The Conservatives will no doubt trumpet the increase in their female MPs, but this only looks good compared with just how bad they were before. Out of their 306 seats there are 48 Tory women, just 16%, which is up from 9% in the last parliament. The Liberal Democrats have gone backwards, down to 7 women from 9, which is a decrease from 16% to 12%.

 

But Labour has achieved an increase from 27% to 31% by using the All Women Shortlists (AWS) in 50% of retiring MP’s seats. However, because the total of Labour MPs is less the actual number is down from 94 to 81. There are also 6 women from the smaller parties.

 

So we have the highest ever number of women elected, but still it will only comprise 22% of the House of Commons. That’s 142 women today compared with 126 (19.5%) before the general election.

 

Women’s representation does well when their political party does well. Proportionally more women are selected in marginal seats, so when the party wins votes the numbers of women MPs climbs significantly, when the party’s votes declines the number of women MPs declines at a greater rate. As Liberal Democrat women in the last parliament were in marginal seats the loss of three women was not unexpected. In total they lost 13 seats so women comprise nearly 25% of those seats whilst being only 16% of their parliamentary party. They did make 8 gains, but only one of those had a female candidate.

 

Although the Liberal Democrats did worst in this election, it is the Conservative Party that has most let women down.

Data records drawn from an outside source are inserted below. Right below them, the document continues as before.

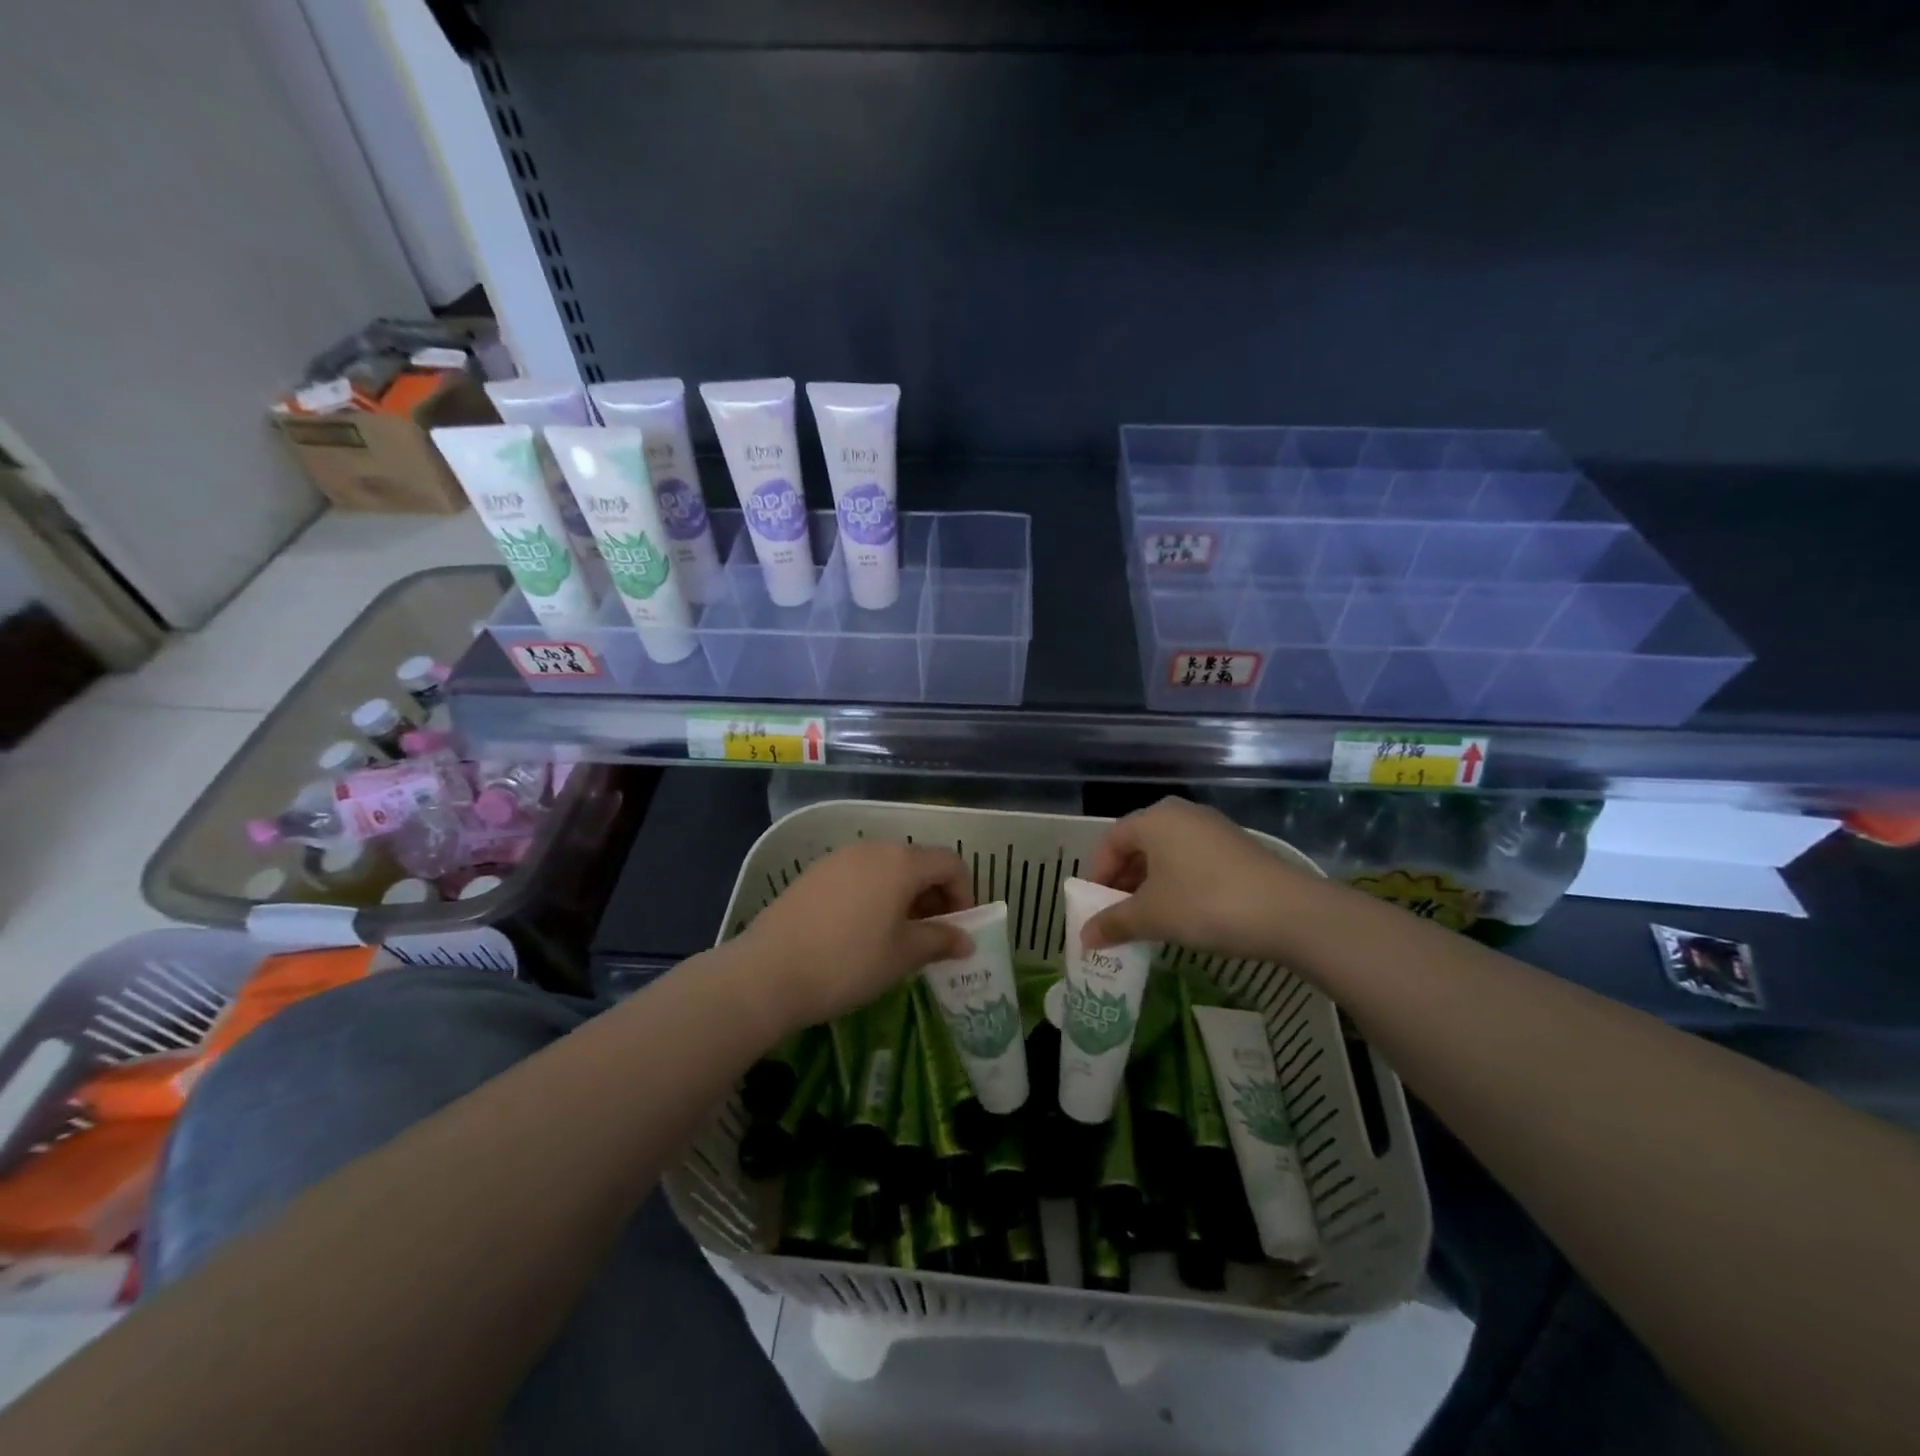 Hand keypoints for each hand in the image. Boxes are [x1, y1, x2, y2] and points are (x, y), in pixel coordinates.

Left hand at [735, 841, 972, 1031]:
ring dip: (903, 895)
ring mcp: (839, 858)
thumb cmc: (848, 963)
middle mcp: (872, 849)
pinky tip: (861, 931)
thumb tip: (966, 940)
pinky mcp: (814, 873)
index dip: (964, 893)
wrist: (768, 972)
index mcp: (900, 862)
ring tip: (897, 935)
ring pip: (886, 868)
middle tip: (931, 935)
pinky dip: (874, 895)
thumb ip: (939, 940)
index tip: (958, 928)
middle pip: (918, 862)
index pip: (950, 863)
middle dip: (933, 895)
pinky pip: (858, 875)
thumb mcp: (902, 956)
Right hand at [1082, 797, 1318, 958]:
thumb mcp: (1152, 916)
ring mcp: (1212, 827)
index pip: (1110, 841)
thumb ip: (1113, 923)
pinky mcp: (1236, 846)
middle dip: (1123, 880)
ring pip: (1166, 852)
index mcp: (1154, 819)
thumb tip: (1084, 939)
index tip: (1096, 907)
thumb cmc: (1205, 904)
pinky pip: (1192, 859)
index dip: (1097, 874)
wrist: (1288, 912)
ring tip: (1148, 917)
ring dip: (1150, 883)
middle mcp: (1180, 813)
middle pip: (1138, 844)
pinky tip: (1183, 912)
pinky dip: (1177, 881)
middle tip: (1118, 913)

Around 25% of their new intake comprise women, which significantly increases their overall proportion. But the election was an opportunity missed. With so many long standing Tory MPs retiring in safe seats they could have chosen many more women as candidates. Instead new male MPs in their thirties and forties will remain in place for many years, thus making it harder to maintain and increase female representation.

 

The Labour Party strategy of insisting on 50% selection of women in previously held Labour seats has proven its worth. We have seen the proportion of women on our parliamentary benches increase over the past twenty years. In 2005 a record breaking 65% of new Labour MPs were female. This time it’s down to 50% - still double what the Conservatives achieved.

 

Using international comparisons we remain well down the league table of women’s representation in parliament. We find ourselves with neighbours also on 22%, Uzbekistan, Eritrea and Latvia. We are well below Rwanda, the only parliament with more than 50% women, Uganda 31% and Vietnam with nearly 26%.

 

The Speakers Conference on Parliamentary Representation had 71 recommendations to improve our poor situation. All the political party leaders need to stand by the commitments that they have given, and those elected to this House of Commons need to show we’re serious about ensuring that women’s representation reflects our society.